Встреча происходит по-разному: муравьи легко касаются друг друга усиками, и если носильщик согласен взять первого, кого встретил, они смыкают челюсти. Возвращенец поджимает лапки, складывается пополам и становится похож на блестящий коричневый шарик. Носильщик выбирается с ним из толпы и прежней дорожкой бежит к гнезду иногда всего метра два, иногда больше десяти. А там он не бросает ношу как попало: донес, мол, и ладно. Потолкавшись среди своих, находит свободный вход, протискивается в него и исчезает в катакомбах.
Весь день струится живой ручеек, в котором два встречных течения, пока последний муравей ни будет перенесен домой. А последними бывают несколько муравьишек ростом с черного садового муравья. И они тоже не хотят идти пешком, бегают, суетятся между рослыми братьями, привстают, трогают усики носильщиков, как будто просят взять поскорее их. Но те не обращают на них внимания, пока не перенесут муравьев, которые нужнее, — тех, кто может строить или выполнять иную тяжелую работу.
Когда все до последнего беглеца были доставлены в муравейник, работа по восстановлению купола закипела с особой силой, как будто только и ждали возвращения мастеров, чтобы не допустить никаких ошибок в подборе и укладке нужного материала. К середине лета муравейник имел прежний вид, словно не было кабаньего разбоя и ничего в муравьиной жизни не изменялось.

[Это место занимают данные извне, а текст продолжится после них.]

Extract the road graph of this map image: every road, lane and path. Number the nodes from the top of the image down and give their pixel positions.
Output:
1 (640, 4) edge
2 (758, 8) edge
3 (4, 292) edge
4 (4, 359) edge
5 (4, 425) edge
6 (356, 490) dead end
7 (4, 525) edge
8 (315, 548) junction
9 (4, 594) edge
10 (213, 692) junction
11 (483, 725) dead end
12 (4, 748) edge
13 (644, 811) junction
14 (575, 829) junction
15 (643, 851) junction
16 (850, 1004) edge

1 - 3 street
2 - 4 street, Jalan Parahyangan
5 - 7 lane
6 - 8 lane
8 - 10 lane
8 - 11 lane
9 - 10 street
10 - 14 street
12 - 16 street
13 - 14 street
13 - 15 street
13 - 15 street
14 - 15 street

же в апреле зеленая дымка начинает заволакивать светлые березняки, но шершавые дубы подают первые признаки жизни только в мае. В таких неодетых лесах далеко слышны как громкие, так и тихие голоса. По утрам воедино сливаются и страстное гудение клинтухов, и стон невидимок-жерлянок, и трели зябликов, и сухие раскаты барабанной дроби дятлов. Чтобы послушать кого-то в отдельности, надо подкрадываться к нему чуть ли не вплотную. Весенний сигнал лесных мастеров звучит по-разному: один словно сухой палкой по частому штакетнику гремит, другой как трещеткой крутит, третий будто крупный горох на хорошо натянутый барабан сыплет.
Из всех наших дятлов лучший барабанщик — седой: его дробь и раскатистее, и длиннее, и громче. Белоспинный и пестрые начинают будоражить лес своим стуком раньше, чем он. Но седой недели за две до равноденствия перепробует не один «инструмент», прежде чем найдет по душе, и в одно утро так забарабанит на нем, что гул покатится по заснеженным просекам во все четыре стороны. Должен быть этот инструмент таким, чтобы слышен был за километр, чтобы мог выдержать тысячи ударов крепкого клюва.
Один дятел несколько лет подряд владел сухим, без коры дубовым суком с продольной трещиной и небольшой пустотой внутри. Каждое утро он являлся сюда и с перерывами барабанил часа два. И настолько хорош и звучен был этот «барабан», что когда седой улетал по другим делам, его место занимал сосед — большой пестрый дятел.
Другому дятлу понравился дощатый скворечник, прилаженный на развесистом вязе на высоком берегу. Дятел гремел на нем как только мог, пока не прилетел хозяин. Утром он, как всегда, вылетел из леса, подцепился к скворечнику и, не замечая поющего рядом скворца, ударил первую зорю. Второго раската не последовало: скворца, видимо, взяло за живое варварское обращение с его домом, и он пугнул дятла так, что тот долго сидел на соседнем дереве, собираясь с духом. Потом гикнул и помчал за реку, а на этом вязе больше не появлялся.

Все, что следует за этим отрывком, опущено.